* **Exercise goal**: Below is a block of records; repeat all of them exactly.

* **Data to process**:
###

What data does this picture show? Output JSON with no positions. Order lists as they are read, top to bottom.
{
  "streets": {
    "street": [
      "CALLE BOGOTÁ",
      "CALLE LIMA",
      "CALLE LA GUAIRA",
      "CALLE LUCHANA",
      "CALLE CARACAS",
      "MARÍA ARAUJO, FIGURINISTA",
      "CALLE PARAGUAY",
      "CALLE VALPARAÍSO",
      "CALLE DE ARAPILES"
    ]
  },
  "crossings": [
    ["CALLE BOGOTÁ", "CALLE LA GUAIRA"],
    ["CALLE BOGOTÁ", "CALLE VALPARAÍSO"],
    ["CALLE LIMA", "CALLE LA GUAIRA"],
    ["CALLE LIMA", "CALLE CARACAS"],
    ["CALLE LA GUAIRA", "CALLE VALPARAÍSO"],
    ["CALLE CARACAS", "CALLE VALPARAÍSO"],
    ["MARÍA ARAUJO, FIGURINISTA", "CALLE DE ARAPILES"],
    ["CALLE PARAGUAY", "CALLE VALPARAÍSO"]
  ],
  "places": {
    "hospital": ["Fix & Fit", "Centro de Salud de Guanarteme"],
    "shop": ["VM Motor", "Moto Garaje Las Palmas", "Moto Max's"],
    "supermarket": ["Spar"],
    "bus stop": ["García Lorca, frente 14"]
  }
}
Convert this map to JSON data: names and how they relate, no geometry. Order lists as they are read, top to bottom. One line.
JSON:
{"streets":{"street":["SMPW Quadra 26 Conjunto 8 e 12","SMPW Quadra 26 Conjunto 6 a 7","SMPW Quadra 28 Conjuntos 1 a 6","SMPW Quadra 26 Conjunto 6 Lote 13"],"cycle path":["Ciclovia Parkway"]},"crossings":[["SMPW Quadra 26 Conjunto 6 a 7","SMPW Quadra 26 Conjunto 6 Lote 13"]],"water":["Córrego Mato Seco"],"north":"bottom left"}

###

* **Result for this exercise**:
What data does this picture show? Output JSON with no positions. Order lists as they are read, top to bottom.
{
  "streets": {
    "street": [
      "CALLE BOGOTÁ",
      "CALLE LIMA",
      "CALLE LA GUAIRA",
      "CALLE LUCHANA",
      "CALLE CARACAS",
      "MARÍA ARAUJO, FIGURINISTA",
      "CALLE PARAGUAY",
      "CALLE VALPARAÍSO",
      "CALLE DE ARAPILES"
    ]
  },
  "crossings": [
    ["CALLE BOGOTÁ", "CALLE LA GUAIRA"],
    ["CALLE BOGOTÁ", "CALLE VALPARAÍSO"],
    ["CALLE LIMA", "CALLE LA GUAIRA"],
    ["CALLE LIMA", "CALLE CARACAS"],
    ["CALLE LA GUAIRA", "CALLE VALPARAÍSO"],
    ["CALLE CARACAS", "CALLE VALPARAÍSO"],
    ["MARÍA ARAUJO, FIGURINISTA", "CALLE DE ARAPILES"],
    ["CALLE PARAGUAY", "CALLE VALPARAÍSO"]
  ],
  "places": {
    "hospital": ["Fix & Fit", "Centro de Salud de Guanarteme"],
    "shop": ["VM Motor", "Moto Garaje Las Palmas", "Moto Max's"],
    "supermarket": ["Spar"],
    "bus stop": ["García Lorca, frente 14"]
  }
}
Convert this map to JSON data: names and how they relate, no geometry. Order lists as they are read, top to bottom. One line.
JSON:
{"streets":{"street":["SMPW Quadra 26 Conjunto 8 e 12","SMPW Quadra 26 Conjunto 6 a 7","SMPW Quadra 28 Conjuntos 1 a 6","SMPW Quadra 26 Conjunto 6 Lote 13"],"cycle path":["Ciclovia Parkway"]},"crossings":[["SMPW Quadra 26 Conjunto 6 a 7","SMPW Quadra 26 Conjunto 6 Lote 13"]],"water":["Córrego Mato Seco"],"north":"bottom left"}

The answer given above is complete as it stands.